▶ _INFORMATION GIVEN_:
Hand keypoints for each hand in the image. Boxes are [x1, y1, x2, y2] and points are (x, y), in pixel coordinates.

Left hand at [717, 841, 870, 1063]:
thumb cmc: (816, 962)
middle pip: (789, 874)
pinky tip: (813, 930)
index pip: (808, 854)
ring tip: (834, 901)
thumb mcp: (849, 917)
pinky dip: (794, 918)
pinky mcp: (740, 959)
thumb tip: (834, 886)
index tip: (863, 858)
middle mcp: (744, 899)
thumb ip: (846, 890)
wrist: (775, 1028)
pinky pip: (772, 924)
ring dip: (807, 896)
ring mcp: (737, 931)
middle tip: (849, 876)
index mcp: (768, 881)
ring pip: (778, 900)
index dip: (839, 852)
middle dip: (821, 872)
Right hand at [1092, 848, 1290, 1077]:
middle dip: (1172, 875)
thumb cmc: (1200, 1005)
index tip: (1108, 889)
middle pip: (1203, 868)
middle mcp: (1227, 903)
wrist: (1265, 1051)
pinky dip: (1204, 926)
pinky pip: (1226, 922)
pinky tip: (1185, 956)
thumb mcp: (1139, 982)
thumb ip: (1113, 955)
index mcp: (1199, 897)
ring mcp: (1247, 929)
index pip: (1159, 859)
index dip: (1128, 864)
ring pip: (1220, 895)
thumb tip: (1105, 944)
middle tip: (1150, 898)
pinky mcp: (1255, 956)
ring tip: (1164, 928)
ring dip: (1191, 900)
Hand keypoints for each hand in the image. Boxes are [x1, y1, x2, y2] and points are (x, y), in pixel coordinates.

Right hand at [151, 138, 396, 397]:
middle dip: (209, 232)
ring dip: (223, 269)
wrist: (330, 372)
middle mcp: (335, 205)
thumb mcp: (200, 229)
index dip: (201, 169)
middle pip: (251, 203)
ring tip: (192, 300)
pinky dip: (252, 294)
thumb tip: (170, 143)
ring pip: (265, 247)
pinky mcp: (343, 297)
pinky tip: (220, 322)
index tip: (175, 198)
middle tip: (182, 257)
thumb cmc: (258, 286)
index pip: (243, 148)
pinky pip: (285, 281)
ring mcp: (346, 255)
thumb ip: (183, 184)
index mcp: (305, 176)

▶ _YOUR GOAL_:
Only the lines from the one with "pinky dip: (794, 918)" through the end of the records above are to be copied, exactly as written.

▶ _SOLUTION_:
pinky dip: (794, 918)
pinky mcp: (740, 959)
thumb tip: (834, 886)
index tip: (863, 858)
middle mcp: (744, 899)
thumb ip: (846, 890)
wrist: (775, 1028)
pinky pip: (772, 924)
ring dip: (807, 896)
ring mcp: (737, 931)
middle tip: (849, 876)
index mcp: (768, 881)
ring pip: (778, 900)
index dip: (839, 852)
middle dip: (821, 872)
Right hand at [1092, 848, 1290, 1077]:
middle dip: (1172, 875)
thumb cmc: (1200, 1005)
index tip: (1108, 889)
middle pip: (1203, 868)
middle mcp: (1227, 903)
wrist: (1265, 1051)
pinky dip: (1204, 926)
pinky pip: (1226, 922)
pinky tip: (1185, 956)
thumb mcp: (1139, 982)
thumb ip: (1113, 955)
index mcp: (1199, 897)
ring mcp: (1247, 929)
index pip: (1159, 859)
index dip: (1128, 864)
ring pip: (1220, 895)
thumb tip: (1105, 944)
middle tip: (1150, 898)
pinky mcp: (1255, 956)
ring tip: (1164, 928)
ring dip: (1191, 900)
Hand keypoints for each hand in the image. Boxes are [x1, y1, x2, y2] and points are (x, y), in pixel coordinates.

Right hand at [151, 138, 396, 397]:
middle dip: (209, 232)
ring dip: (223, 269)
wrist: (330, 372)
middle mcp: (335, 205)
thumb mcp: (200, 229)
index dip: (201, 169)
middle pip: (251, 203)
ring tip: (192, 300)
pinky dip: (252, 294)
thumb tip: (170, 143)
ring pip: (265, 247)
pinky mcp: (343, 297)
pinky tip: (220, 322)
index tip: (175, 198)
middle tip: (182, 257)
thumb cmc: (258, 286)
index pip: (243, 148)
pinky pip: (285, 281)
ring mcp: (346, 255)
thumb ip: (183, 184)
index mcp: (305, 176)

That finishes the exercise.